The migration-development nexus has attracted sustained academic attention over the last decades (Massey 1988; Massey et al. 1993) – but the jury is still out regarding the impact of mobility on receiving and sending areas (Kapur 2010). A welcomed shift in research focus, from the economic to the sociopolitical implications of human mobility, unraveled migrants’ crucial role in the circulation of immaterial resources, such as ideas, practices, and know-hows (Levitt 1998; Meyer 2006; Kapur 2010). These “intangible cognitive remittances” have an even more critical impact than the flow of money, as shown across various contexts (Meyer 2001; Martiniello and Lafleur 2008; Spilimbergo 2009; Kapur 2014; Chauvet, Gubert, and Mesplé-Somps 2016).

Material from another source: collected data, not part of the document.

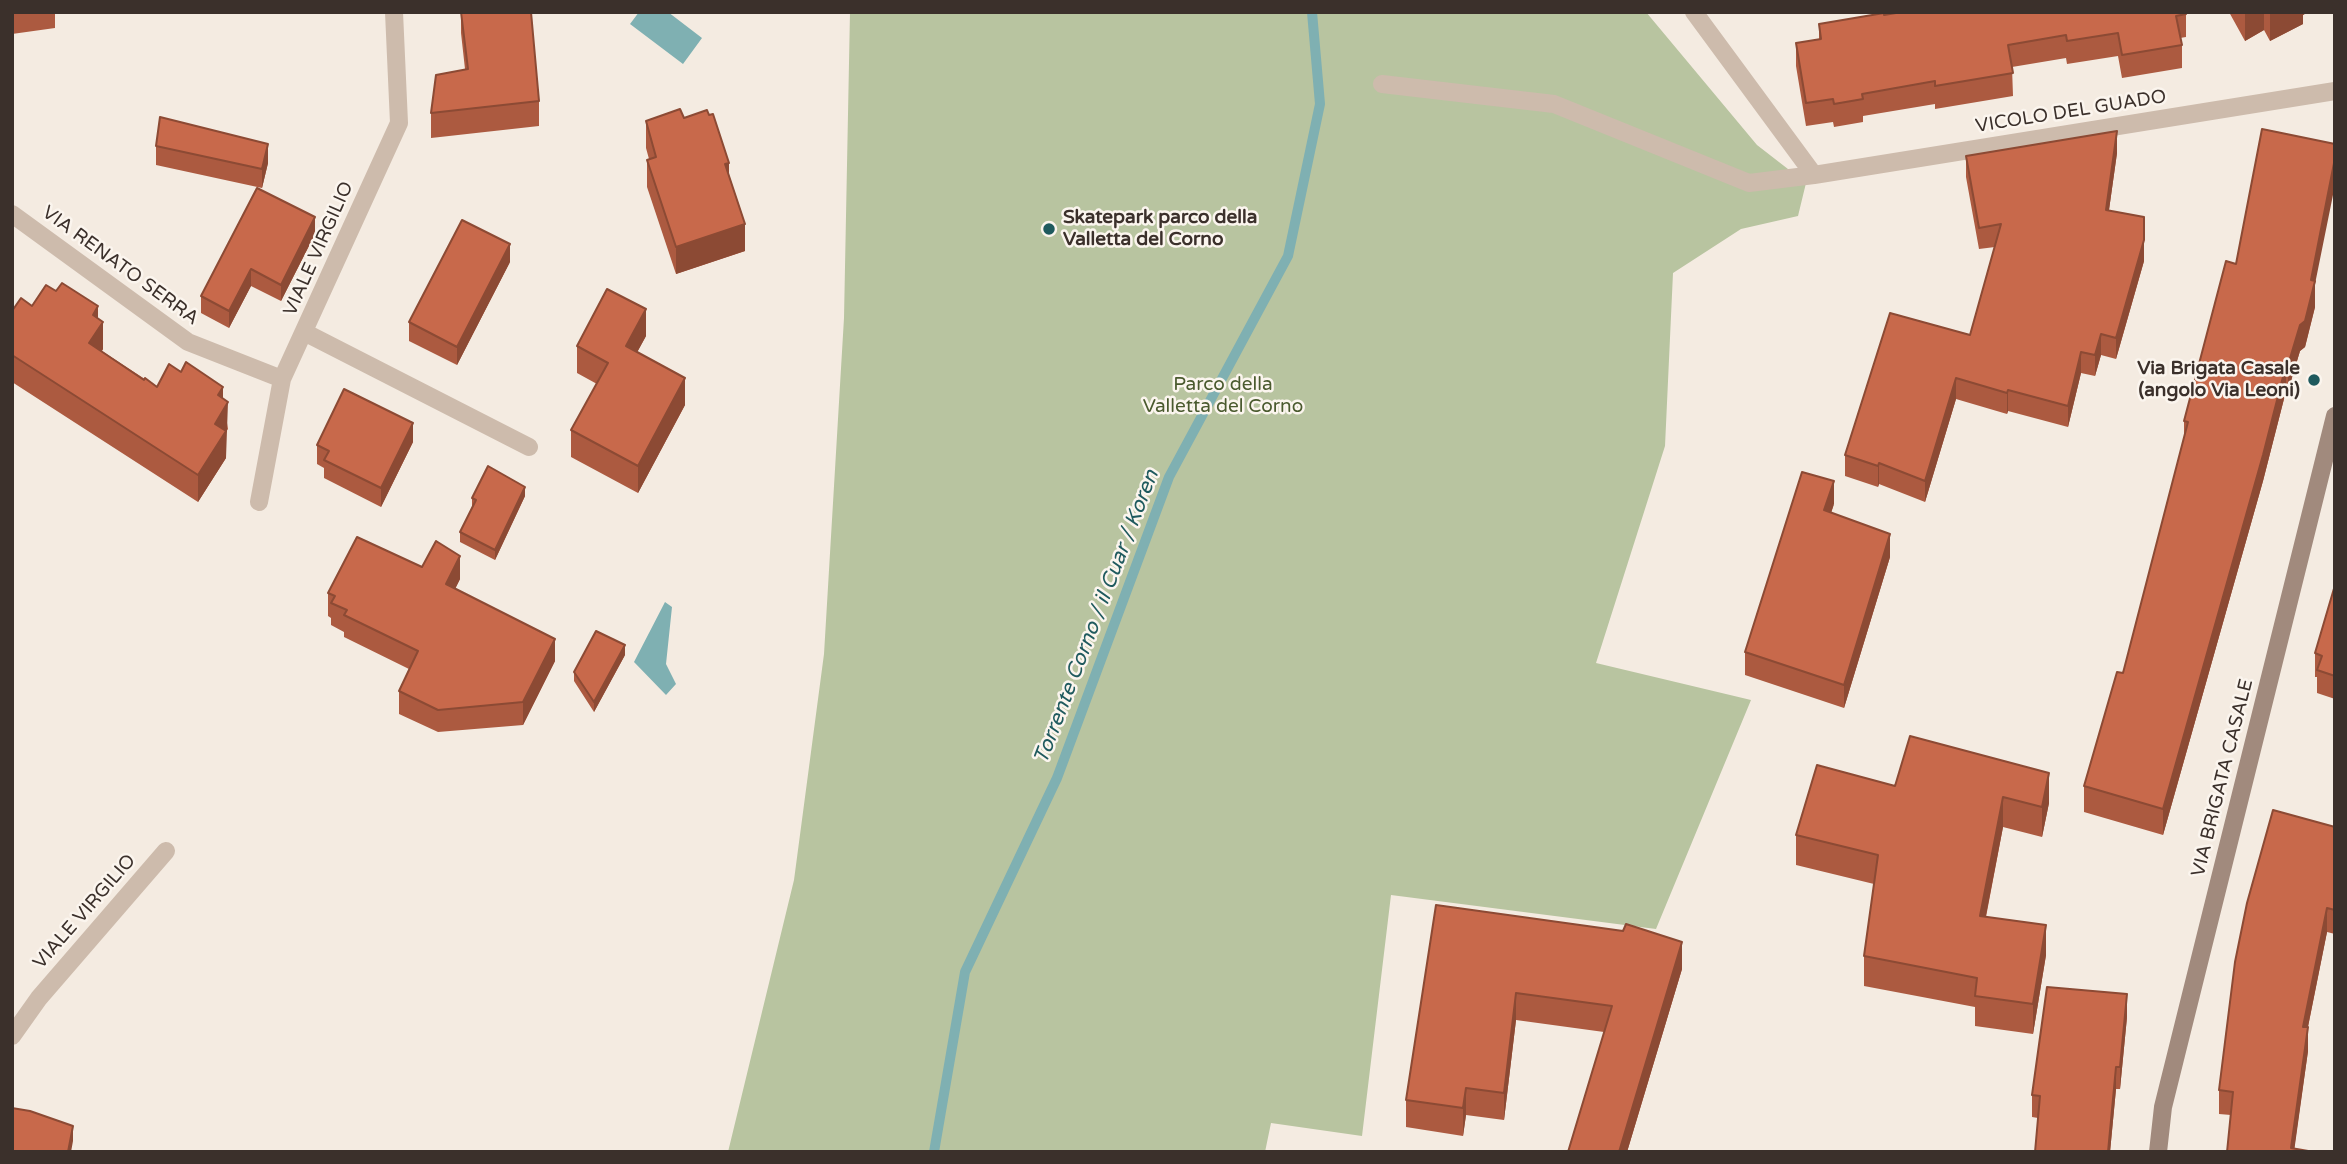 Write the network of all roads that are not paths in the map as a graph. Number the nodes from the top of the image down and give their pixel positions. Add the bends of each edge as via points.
1 (394, 12) edge
2 (1694, 12) edge
3 (1382, 84) dead end
4 (2335, 91) edge
5 (1814, 176) junction
6 (12, 214) edge
7 (304, 332) junction
8 (282, 379) junction
9 (2335, 416) edge
10 (530, 447) dead end
11 (259, 502) dead end
12 (166, 851) dead end
13 (12, 1036) edge
14 (2158, 1152) edge

1 - 7 street, VIALE VIRGILIO via 399,123
2 - 5 street
3 - 5 street, VICOLO DEL GUADO via 1554,104 1749,183
4 - 5 street, VICOLO DEL GUADO
6 - 8 street, VIA RENATO SERRA via 188,342
7 - 8 street, VIALE VIRGILIO
7 - 10 street
8 - 11 street, VIALE VIRGILIO
9 - 14 street, VIA BRIGATA CASALE via 2163,1107
12 - 13 street, VIALE VIRGILIO via 39,998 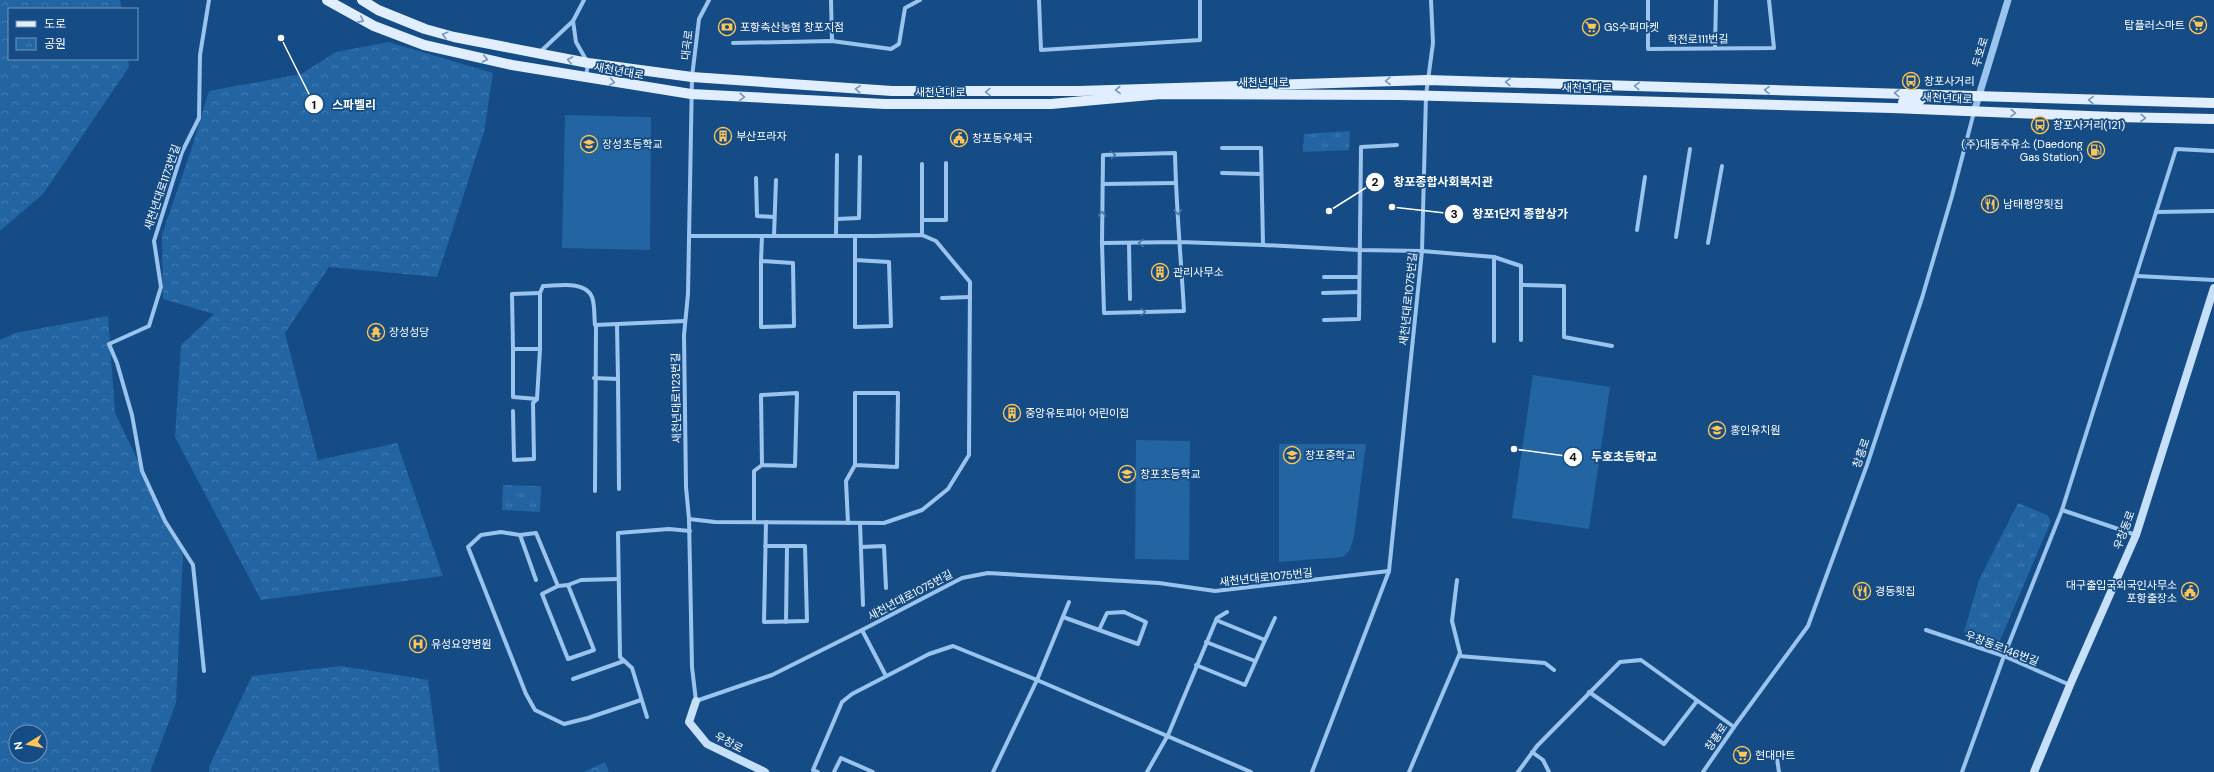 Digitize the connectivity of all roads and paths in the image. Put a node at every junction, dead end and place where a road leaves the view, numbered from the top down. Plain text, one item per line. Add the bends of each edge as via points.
1 (209, 0) edge
2 (328, 0) edge
3 (362, 0) edge
4 (584, 0) edge
5 (709, 0) edge
6 (831, 0) edge
7 (920, 0) edge
8 (1039, 0) edge
9 (1200, 0) edge
10 (1431, 0) edge
11 (1648, 0) edge
12 (1716, 0) edge
13 (1769, 0) edge
14 (2008, 0) edge
15 (574, 21) junction
16 (832, 41) junction
17 (733, 43) dead end
18 (1715, 48) junction
19 (538, 54) junction
20 (588, 64) junction
21 (692, 77) junction
22 (586, 78) junction
23 (1427, 80) junction
24 (691, 94) junction
25 (1919, 94) junction
26 (1426, 95) junction
27 (1978, 96) junction
28 (2214, 103) edge
29 (1892, 108) junction
30 (1974, 112) junction
31 (2214, 118) edge
32 (1397, 145) dead end
33 (1222, 148) dead end
34 (1690, 149) dead end
35 (2214, 150) edge
36 (836, 155) dead end
37 (860, 157) dead end
38 (946, 163) dead end
39 (922, 164) dead end
40 (1722, 166) dead end
41 (1222, 173) dead end
42 (1261, 174) junction
43 (1645, 177) dead end
44 (756, 178) dead end
45 (776, 180) dead end
46 (1175, 183) junction
47 (1103, 184) junction
48 (2214, 211) edge
49 (2156, 212) junction
50 (774, 217) junction
51 (836, 219) junction
52 (922, 220) junction
53 (1637, 230) dead end
54 (922, 234) junction
55 (689, 236) junction
56 (762, 236) junction
57 (774, 236) junction
58 (836, 236) junction
59 (855, 236) junction
60 (1676, 237) dead end
61 (1180, 242) junction
62 (1102, 243) junction
63 (1129, 243) junction
64 (1708, 243) dead end
65 (1263, 244) junction
66 (1360, 250) junction
67 (1422, 251) junction
68 (1494, 257) junction
69 (855, 260) junction
70 (761, 261) junction
71 (2137, 276) junction
72 (1324, 277) dead end
73 (1359, 277) junction
74 (2214, 280) edge
75 (1522, 285) junction
76 (2214, 288) edge
77 (1359, 292) junction
78 (540, 293) junction
79 (1323, 293) dead end
80 (942, 298) dead end
81 (970, 298) junction
82 (1130, 299) dead end
83 (1324, 320) dead end
84 (685, 321) junction
85 (618, 324) junction
86 (594, 325) junction
87 (1521, 340) dead end
88 (1494, 341) dead end
89 (1612, 346) dead end
90 (513, 349) junction
91 (540, 349) junction
92 (594, 378) junction
93 (618, 379) junction
94 (537, 399) junction
95 (513, 411) dead end
96 (762, 465) junction
97 (855, 465) junction
98 (619, 490) dead end
99 (595, 491) dead end
100 (2062, 510) junction
101 (689, 519) junction
102 (754, 522) junction
103 (766, 522) junction
104 (848, 523) junction
105 (860, 523) junction
106 (690, 531) junction
107 (520, 535) junction
108 (2136, 535) junction
109 (765, 546) junction
110 (787, 547) dead end
111 (861, 547) junction
112 (1389, 571) junction
113 (618, 579) junction
114 (536, 580) dead end
115 (1457, 580) dead end
116 (568, 585) junction
117 (558, 586) junction
118 (886, 588) dead end
119 (1069, 602) dead end
120 (863, 605) dead end
121 (1227, 612) dead end
122 (1063, 617) junction
123 (1275, 618) dead end
124 (1216, 620) junction
125 (786, 622) junction
126 (862, 630) junction
127 (1099, 630) junction
128 (1926, 630) dead end
129 (1265, 640) junction
130 (1206, 642) junction
131 (1459, 656) junction
132 (2004, 656) junction
133 (624, 661) junction
134 (1255, 662) junction
135 (1196, 665) junction
136 (1554, 670) dead end
137 (204, 671) dead end
138 (886, 676) junction
139 (573, 679) dead end
140 (1037, 680) junction
141 (2070, 685) junction
142 (1589, 692) junction
143 (641, 700) junction
144 (696, 701) junction
145 (1697, 701) junction
146 (647, 717) dead end
147 (1734, 727) junction
148 (1168, 735) junction
149 (1532, 752) junction
150 (1777, 759) dead end
151 (764, 772) edge
152 (818, 772) edge
153 (834, 772) edge
154 (873, 772) edge
155 (993, 772) edge
156 (1147, 772) edge
157 (1251, 772) edge
158 (1312, 772) edge
159 (1409, 772) edge
160 (1518, 772) edge
161 (1549, 772) edge
162 (1704, 772) edge
163 (1779, 772) edge
164 (1962, 772) edge
165 (2034, 772) edge

1 - 137 street, 새천년대로1173번길 via 200,55 199,118 182,152 154,241 161,287 149,326 109,344 132,416 142,471 165,521 193,565
2 -> 22 main road, 새천년대로 via 374,26 424,44 512,65
19 -> 3 main road, 새천년대로 via 425,29 378,10
4 - 15 street
5 - 21 street, 대곡로 via 700,19
6 - 16 street
7 - 16 street via 905,8 899,44 891,49
8 - 9 street via 1041,50 1200,40
10 - 23 street, 새천년대로1075번길 via 1433,43
11 - 18 street, 학전로111번길 via 1648,49
12 - 18 street
13 - 18 street, 학전로111번길 via 1774,48
14 - 27 street, 두호로
15 - 19 street
15 - 20 street via 576,42
16 - 17 street
20 -> 19 main road, 새천년대로
20 - 21 main road, 새천년대로
20 - 22 street
23 -> 21 main road, 새천년대로 via 1079,91 953,92
21 - 24 street, 대곡로
22 -> 24 main road, 새천년대로
25 -> 23 main road, 새천년대로
23 - 26 street, 새천년대로1075번길
24 -> 26 main road, 새천년대로 via 885,104 1051,104 1161,94
24 - 55 street, 새천년대로1123번길
25 - 27 main road, 새천년대로
25 - 29 main road via 1922,98 1919,101 1902,102
26 - 29 main road, 새천년대로
26 - 67 street, 새천년대로1075번길
28 -> 27 main road, 새천년대로
27 - 30 street, 두호로
29 - 30 main road, 새천년대로
30 -> 31 main road, 새천년대로
30 - 147 street, 창흥로 via 1922,298 1867,465 1808,626
32 - 66 street via 1361,147
33 - 42 street via 1261,148
34 - 60 street
35 - 49 street via 2176,149
36 - 51 street
37 - 51 street via 859,218
38 - 52 street via 946,220
39 - 52 street
40 - 64 street
41 - 42 street
42 - 65 street
43 - 53 street
44 - 50 street via 757,216
45 - 50 street
46 - 47 street
47 -> 46 street via 1102,155 1175,153
46 -> 61 street
62 -> 47 street
48 - 49 street
49 - 71 street
50 - 57 street
51 - 58 street
52 - 54 street
54 - 59 street
54 - 81 street via 936,241 970,282
55 - 56 street
55 - 84 street, 새천년대로1123번길
56 - 57 street
56 - 70 street
57 - 58 street
58 - 59 street
59 - 69 street
62 -> 61 street via 1104,313 1184,311
61 -> 63 street
61 - 65 street
62 - 63 street
63 - 82 street
65 - 66 street
66 - 67 street
66 - 73 street
67 - 68 street
67 - 112 street, 새천년대로1075번길
68 - 75 street via 1522,266
68 - 88 street
69 - 69 street via 855,327 891,326 889,262
70 - 70 street via 793,263 794,326 761,327
71 - 74 street
71 - 100 street
72 - 73 street
73 - 77 street
75 - 87 street
75 - 89 street via 1564,286 1564,337
76 - 108 main road, 우창동로
77 - 79 street
77 - 83 street via 1359,319
78 - 86 street via 543,286 572,285 584,288 592,297
78 - 90 street via 512,294
78 - 91 street
80 - 81 street
81 - 105 street via 969,455 948,489 922,510 884,524
84 - 85 street
84 - 101 street, 새천년대로1123번길 via 686,487
85 - 86 street
85 - 93 street
86 - 92 street
90 - 91 street
90 - 94 street via 513,396
91 - 94 street
92 - 93 street
92 - 99 street
93 - 98 street
94 - 95 street via 533,403 534,459 514,460
96 - 96 street via 795,466 797,393 761,395
96 - 102 street via 754,471
97 - 97 street via 897,467 898,392 854,393
97 - 104 street via 846,481
100 - 108 street
100 - 132 street
101 - 102 street
101 - 106 street, 새천년대로1123번길
102 - 103 street
103 - 104 street
103 - 109 street
104 - 105 street
105 - 111 street
106 - 113 street via 669,529 618,533
106 - 144 street, 새천년대로1123번길 via 692,666
107 - 114 street
107 - 117 street via 536,533
107 - 143 street via 501,532 481,535 468,547 526,694 535,710 564,724
108 - 141 main road, 우창동로
109 - 125 street via 764,622
109 - 125 street via 805,546 807,621
110 - 125 street
111 - 118 street via 884,546
111 - 120 street
112 - 126 street, 새천년대로1075번길 via 1215,591 1159,583 988,573 962,578
112 - 158 street
113 - 116 street via 581,580
113 - 133 street via 620,657
115 - 131 street via 1452,621
116 - 117 street
116 - 117 street via 594,650 568,659 542,594
119 - 122 street
121 - 124 street
122 - 127 street
122 - 140 street
123 - 129 street
124 - 129 street
124 - 130 street
126 - 138 street
126 - 144 street, 새천년대로1075번길 via 772,675
127 - 127 street via 1138,644 1146,622 1124,612 1108,613
128 - 132 street, 우창동로146번길
129 - 134 street
130 - 134 street
130 - 135 street
131 - 136 street via 1545,663
131 - 159 street
132 - 141 street, 우창동로146번길
132 - 164 street
133 - 139 street
133 - 143 street via 632,668
134 - 135 street via 1245,685
135 - 148 street
138 - 140 street via 929,654 952,646
138 - 152 street via 842,702 814,770
140 - 148 street
140 - 155 street
141 - 165 main road, 우창동로
142 - 145 street via 1620,662 1641,660
142 - 145 street via 1664,744
142 - 149 street
143 - 146 street
144 - 151 main road, 우창로 via 689,722 708,744
145 - 147 street
147 - 162 street, 창흥로
148 - 156 street
148 - 157 street
149 - 160 street
149 - 161 street via 1543,760
150 - 163 street
153 - 154 street via 841,758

An engaging body of work looks at the educational trajectories of children of immigrants (Kao and Tienda 1998; Tienda 2013) on the one hand, and at the linguistic skills of immigrant descents (Rumbaut and Massey 2013) on the other – but little is known regarding the specificity of primo-migrants’ learning experiences abroad. However, recent research underlines dramatic differences in learning processes (and notably in reading acquisition) across language environments (Ziegler and Goswami 2006). In this respect, a focus on migrants’ learning processes, across countries of destination, would advance our understanding of cross-language acquisition, in different countries. This line of research would also extend the body of evidence showing that individuals learn new skills more easily if they “experience a sense of fit” with their environment and identify with their peers (Brannon, Markus, and Taylor 2015; Leung et al. 2008; Lakin 2012; Kim and Lundberg 2015); while the perception of negative stereotypes in the environment is associated with underperformance (Loose et al. 2012; Pansu et al. 2016). Today, there is a dearth of research on skill acquisition among high-skilled migrants (Meyer 2011), although this line of research would be prone to gauging the generalizability of the latest findings in the field of social cognition. Indeed, this scholarship remains limited by the paucity of data collected beyond the (very specific) North American context (Henrich, Heine, and Norenzayan 2010). While Europeans are poorly represented, citizens born in non-Western countries are largely absent from research in social psychology and cognitive science today – a situation that our network strives to challenge.